On the fourth of July, Netflix released the highly anticipated third season of their hit show, Stranger Things. It’s been a week, I have officially finished the season, and I have so many feelings.

This article has been deemed safe and is mostly spoiler free.

The Beginning

Let’s start at the beginning. I randomly decided to binge some Stranger Things on a recent Saturday, and it took me two days to watch the first two seasons. I absolutely loved everything about it. I loved the nostalgia factor. I loved the supernatural elements. I loved the mystery. I found myself not being able to wait to find out what happens next. I’d finally found the perfect show. My new thing. Then season 3 came out…

An Obsessive Love Letter To The 80’s

Like I said, the nostalgia factor in this show is great. But season 3 took it to an obnoxious level, spending much of the season either in the Starcourt Mall or by the pool, with 80’s tunes pumping during shopping montages. It’s like the creators constantly needed to give you an in your face reminder that this show takes place in the 80’s, which comes off as weird, as they didn’t try this hard with the first two seasons. We even get a scene of Dustin and his new girlfriend belting out the theme to The Neverending Story over radio.

It’s A Slow Burn

To me, this season was a super slow burn in the beginning, especially Jonathan and Nancy’s story. In this season they start working as interns at the local paper, and it took absolutely everything in me not to fast forward through their scenes. Where it took me two days to watch the first two seasons of the show, it took me three days to watch the eight episodes of season three. I had a really hard time getting into it. Anyway, speaking of Jonathan and Nancy’s story, that brings me to the next point…

The Gore

This season is quite a bit gorier that the other two. And I mean QUITE a bit. There’re rats that explode like popcorn kernels popping in the microwave, there’s an old lady that chows down on fertilizer, there’s a giant assimilated gut monster… There’s a lot of gore.

The Relationships

This season is largely about relationships, and not just the romantic kind. Yes, Mike and El are officially a couple, which causes Hopper quite a bit of grief (THREE INCHES!!!), and Max and Lucas are still a thing but it’s not all about them. Dustin seems to have found himself a girlfriend at camp named Suzie, but no one believes she’s real, and we see the friendship dynamics of the group change as Dustin spends more time with Steve at his job at Scoops Ahoy, and Will just wants things to go back to the way things were, before his friends were all obsessed with girls. Oh and Karen Wheeler is hoping to start a summer fling with Billy. Speaking of Billy…

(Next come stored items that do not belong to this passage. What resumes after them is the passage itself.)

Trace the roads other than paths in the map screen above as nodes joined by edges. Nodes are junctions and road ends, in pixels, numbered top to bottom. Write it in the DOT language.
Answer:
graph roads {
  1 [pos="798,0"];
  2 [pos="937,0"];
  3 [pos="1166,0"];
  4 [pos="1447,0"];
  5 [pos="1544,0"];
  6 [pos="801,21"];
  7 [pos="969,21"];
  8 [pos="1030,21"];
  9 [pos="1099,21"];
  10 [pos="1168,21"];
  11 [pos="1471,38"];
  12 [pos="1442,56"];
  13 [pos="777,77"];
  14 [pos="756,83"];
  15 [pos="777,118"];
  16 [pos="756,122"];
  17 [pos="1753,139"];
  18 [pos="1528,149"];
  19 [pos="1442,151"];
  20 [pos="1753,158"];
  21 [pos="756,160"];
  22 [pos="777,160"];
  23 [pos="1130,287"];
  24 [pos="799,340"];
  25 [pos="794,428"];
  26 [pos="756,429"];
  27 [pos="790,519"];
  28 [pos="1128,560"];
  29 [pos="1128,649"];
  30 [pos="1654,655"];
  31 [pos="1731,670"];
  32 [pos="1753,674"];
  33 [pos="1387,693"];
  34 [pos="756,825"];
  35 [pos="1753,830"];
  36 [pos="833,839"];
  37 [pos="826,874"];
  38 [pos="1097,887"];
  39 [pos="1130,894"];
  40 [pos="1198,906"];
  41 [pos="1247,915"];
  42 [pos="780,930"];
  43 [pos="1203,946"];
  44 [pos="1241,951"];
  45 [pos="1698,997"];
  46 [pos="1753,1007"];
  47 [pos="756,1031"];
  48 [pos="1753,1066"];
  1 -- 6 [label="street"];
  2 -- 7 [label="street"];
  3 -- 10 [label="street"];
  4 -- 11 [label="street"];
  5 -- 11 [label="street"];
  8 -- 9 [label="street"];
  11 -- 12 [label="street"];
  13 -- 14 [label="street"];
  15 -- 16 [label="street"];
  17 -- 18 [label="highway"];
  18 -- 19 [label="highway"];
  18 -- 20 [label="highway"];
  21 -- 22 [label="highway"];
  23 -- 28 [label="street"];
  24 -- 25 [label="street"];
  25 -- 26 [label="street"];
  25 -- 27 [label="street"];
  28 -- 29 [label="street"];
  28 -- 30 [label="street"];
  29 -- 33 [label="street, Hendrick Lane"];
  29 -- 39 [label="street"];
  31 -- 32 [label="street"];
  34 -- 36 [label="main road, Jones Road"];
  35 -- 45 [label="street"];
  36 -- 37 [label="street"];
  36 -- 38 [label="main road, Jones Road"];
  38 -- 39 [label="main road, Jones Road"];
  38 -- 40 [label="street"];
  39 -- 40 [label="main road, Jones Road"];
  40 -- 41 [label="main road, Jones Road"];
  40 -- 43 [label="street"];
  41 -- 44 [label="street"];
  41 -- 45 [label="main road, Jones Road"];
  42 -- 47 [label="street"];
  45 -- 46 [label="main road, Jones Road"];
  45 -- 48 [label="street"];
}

The Tragic Story Of Billy Hargrove

So in this season, it seems as if the big bad is going to make Billy its bitch, which leads El and the gang to try to figure out how to stop him. While El is using her powers to do this, she gets a glimpse into his past and learns about how he was abandoned by his mother and abused by his father. Billy winds up redeeming himself in the end. I won’t completely spoil it for you, but I will say that it’s a tearjerker.

Bottom Line

While it does have its flaws, the third season of Stranger Things is a solid season and it does seem to pick up around the episode four mark. I liked how they basically turned Will into Harry Potter, making him able to tell when the big bad was around, giving the gang a bit of an advantage at times. And of course the acting was great, as always.

Season Four And Beyond? My Hopes For The Future

This is where I think I may lose everyone. I honestly don’t know if the show needs a fourth season. Ok, sure, it had that mid credit scene where they set things up for another season, but with the way this season ended, it just feels like a natural stopping point. Of course, I’m not going to complain if we do get more seasons (unless, of course, they suck), but I just don’t feel like the show needs any more. It feels complete. And I’m cool with that.